Une poubelle, à moitié vide, entourée de fatras. Des latrines mobiles à proximité de certaines tentes, des étalages de produits divers entourant les bâches en plastique… Nous sommes à l’entrée du camp Sainte Anne, au centre-ville de Port-au-Prince, fin juillet.

A l’intérieur du camp, le décor n’est pas totalement différent. Des piles d’immondices ça et là; encore des latrines dégageant une odeur fétide…

Des latrines à l’intérieur du camp dans le voisinage immédiat des tentes.

Adeline Jean Joseph, la quarantaine, réside dans le camp depuis le 12 janvier 2010.

Elle est l’une des huit volontaires qui s’occupent de l’assainissement de ce camp qui abrite plus de cinq cent familles. « Les conditions hygiéniques sont de plus en plus déplorables dans le camp depuis le départ de l’ONG Oxfam », explique Adeline, le visage sombre, assise dans sa tente blanchie par le soleil.

Adeline déplore aussi que « les déplacés, en grande majorité, ne veulent pas contribuer pour tenir l’espace propre régulièrement. »

De son côté, Guerline Champagne, «brigadière» du site, visiblement préoccupée par les conditions sanitaires, fait part de son inquiétude face au nombre de victimes du choléra – environ une centaine – recensé dans le camp.

Un château d’eau qui desservait les déplacés est totalement vide depuis tantôt un mois

Cette situation, selon elle, est due à un manque de structures sanitaires adéquates pouvant répondre aux besoins des déplacés. La surveillante confie son impuissance à aider les gens face à cette situation.

Guerline dénonce aussi le comportement «irresponsable» de la «majorité des résidents du camp» qui ne mettent pas en pratique, selon elle, les principes d’hygiène de base pour combattre la propagation de la maladie et d’autres infections susceptibles de nuire à leur santé. Des précautions sanitaires évidemment difficiles à appliquer vu les conditions de vie dans ce camp de déplacés.

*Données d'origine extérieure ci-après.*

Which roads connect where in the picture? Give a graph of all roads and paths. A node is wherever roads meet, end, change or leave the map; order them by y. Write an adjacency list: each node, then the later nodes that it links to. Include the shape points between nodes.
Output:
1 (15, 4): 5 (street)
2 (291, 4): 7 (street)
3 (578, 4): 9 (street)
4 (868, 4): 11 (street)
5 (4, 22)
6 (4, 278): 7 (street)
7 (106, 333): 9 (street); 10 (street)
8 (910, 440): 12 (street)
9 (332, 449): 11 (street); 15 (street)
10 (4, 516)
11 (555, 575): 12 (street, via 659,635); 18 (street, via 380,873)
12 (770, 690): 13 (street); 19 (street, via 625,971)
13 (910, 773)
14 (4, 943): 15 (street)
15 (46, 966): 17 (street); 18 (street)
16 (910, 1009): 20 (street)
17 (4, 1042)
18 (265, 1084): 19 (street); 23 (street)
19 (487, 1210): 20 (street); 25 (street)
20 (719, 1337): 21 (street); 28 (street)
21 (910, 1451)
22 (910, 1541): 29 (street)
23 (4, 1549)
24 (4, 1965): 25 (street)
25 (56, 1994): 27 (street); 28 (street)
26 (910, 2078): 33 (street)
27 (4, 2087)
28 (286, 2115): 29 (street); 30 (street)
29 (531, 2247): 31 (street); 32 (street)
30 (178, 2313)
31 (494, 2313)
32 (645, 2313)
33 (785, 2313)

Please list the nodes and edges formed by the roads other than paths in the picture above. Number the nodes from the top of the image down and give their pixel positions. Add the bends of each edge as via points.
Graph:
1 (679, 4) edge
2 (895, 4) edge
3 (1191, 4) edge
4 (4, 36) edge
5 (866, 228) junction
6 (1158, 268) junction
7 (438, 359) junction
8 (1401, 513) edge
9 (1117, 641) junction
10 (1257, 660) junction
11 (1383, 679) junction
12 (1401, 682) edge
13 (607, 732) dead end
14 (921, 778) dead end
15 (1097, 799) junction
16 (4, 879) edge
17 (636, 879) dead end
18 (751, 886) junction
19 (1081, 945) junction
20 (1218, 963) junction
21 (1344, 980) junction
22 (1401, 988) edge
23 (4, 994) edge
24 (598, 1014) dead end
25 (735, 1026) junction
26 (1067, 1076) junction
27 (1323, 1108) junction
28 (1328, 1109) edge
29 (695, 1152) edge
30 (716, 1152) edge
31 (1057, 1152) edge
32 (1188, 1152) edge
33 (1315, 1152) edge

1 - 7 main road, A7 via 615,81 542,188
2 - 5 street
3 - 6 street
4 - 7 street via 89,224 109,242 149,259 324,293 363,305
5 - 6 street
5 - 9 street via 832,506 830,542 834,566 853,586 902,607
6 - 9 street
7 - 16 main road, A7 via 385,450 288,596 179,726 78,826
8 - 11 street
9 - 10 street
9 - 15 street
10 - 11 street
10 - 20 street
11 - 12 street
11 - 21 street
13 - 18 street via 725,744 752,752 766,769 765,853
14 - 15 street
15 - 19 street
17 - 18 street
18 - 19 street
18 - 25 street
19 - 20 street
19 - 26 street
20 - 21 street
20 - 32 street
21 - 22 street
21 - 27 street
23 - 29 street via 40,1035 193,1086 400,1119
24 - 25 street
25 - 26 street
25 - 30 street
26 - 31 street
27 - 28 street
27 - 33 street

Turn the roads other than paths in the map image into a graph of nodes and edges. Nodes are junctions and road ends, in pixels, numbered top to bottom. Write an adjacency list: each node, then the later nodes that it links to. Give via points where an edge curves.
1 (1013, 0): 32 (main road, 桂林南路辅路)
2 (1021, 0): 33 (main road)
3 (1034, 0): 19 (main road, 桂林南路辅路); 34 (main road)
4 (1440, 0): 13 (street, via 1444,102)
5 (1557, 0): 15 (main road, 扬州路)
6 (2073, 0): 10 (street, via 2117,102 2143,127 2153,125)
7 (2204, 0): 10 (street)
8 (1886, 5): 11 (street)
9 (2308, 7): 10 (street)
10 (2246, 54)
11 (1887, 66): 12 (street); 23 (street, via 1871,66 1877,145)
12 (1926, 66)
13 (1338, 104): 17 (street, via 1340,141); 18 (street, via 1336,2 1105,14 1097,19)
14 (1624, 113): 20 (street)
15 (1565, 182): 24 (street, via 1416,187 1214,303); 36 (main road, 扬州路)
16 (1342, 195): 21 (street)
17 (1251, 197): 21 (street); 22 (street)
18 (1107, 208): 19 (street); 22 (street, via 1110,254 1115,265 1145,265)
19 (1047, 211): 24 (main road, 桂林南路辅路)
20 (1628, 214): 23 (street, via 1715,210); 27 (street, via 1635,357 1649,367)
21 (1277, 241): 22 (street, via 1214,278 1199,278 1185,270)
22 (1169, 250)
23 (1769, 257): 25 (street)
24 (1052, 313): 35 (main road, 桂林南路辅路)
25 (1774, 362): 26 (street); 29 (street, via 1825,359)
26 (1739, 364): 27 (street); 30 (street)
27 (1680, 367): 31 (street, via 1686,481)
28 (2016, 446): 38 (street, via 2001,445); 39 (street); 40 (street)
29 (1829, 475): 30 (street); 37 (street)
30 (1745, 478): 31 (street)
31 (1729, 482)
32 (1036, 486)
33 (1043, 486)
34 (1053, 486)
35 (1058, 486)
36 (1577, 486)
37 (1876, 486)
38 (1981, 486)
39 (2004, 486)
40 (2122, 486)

«Nous partageons régulièrement avec les résidents les informations sur les principes hygiéniques à appliquer, mais ils négligent nos conseils. Cette situation est inquiétante pour la santé de ces gens», poursuit Guerline Champagne.

Pour leur part, Jacques Exumé et Adeline Jean Joseph, tous deux résidents du camp, critiquent l’absence de l’État dans la gestion du site et regrettent le départ, le 30 juin dernier, de l’ONG Oxfam. Depuis, disent-ils, les déplacés sont quasiment livrés à eux-mêmes.

De son côté, Peleg Charles, officier de communication et medias à Oxfam, précise qu’« après le séisme du 12 janvier, nous avions formé des responsables du camp, afin qu’ils puissent eux-mêmes assurer le nettoyage des latrines et l’assainissement du site.»

Il fait remarquer qu’Oxfam n’est pas responsable des problèmes d’assainissement. « Nous avons formé des brigades afin de mettre une structure en place » Selon lui, Oxfam n’a pas quitté le camp, mais n’est les membres de l’ONG sont « moins présents » qu’avant.

Des latrines qui desservent les résidents du camp

Le président du comité de gestion du camp de la place Sainte Anne, Johny Samedi, dresse, lui aussi, un tableau sombre de la situation sanitaire du camp. Il se dit prêt à poursuivre sa collaboration avec les acteurs intéressés pour améliorer les conditions exécrables dans lesquelles vivent les déplacés.

Johny Samedi lance un appel aux autorités concernées pour venir en aide aux occupants de ce camp qui, abandonnés à leur sort, implorent «la miséricorde du Dieu».

Seules quatorze latrines se trouvant dans des conditions hygiéniques précaires sont présentes dans le camp qui est complètement dépourvu de système d’adduction d’eau potable, et ce depuis près d’un mois.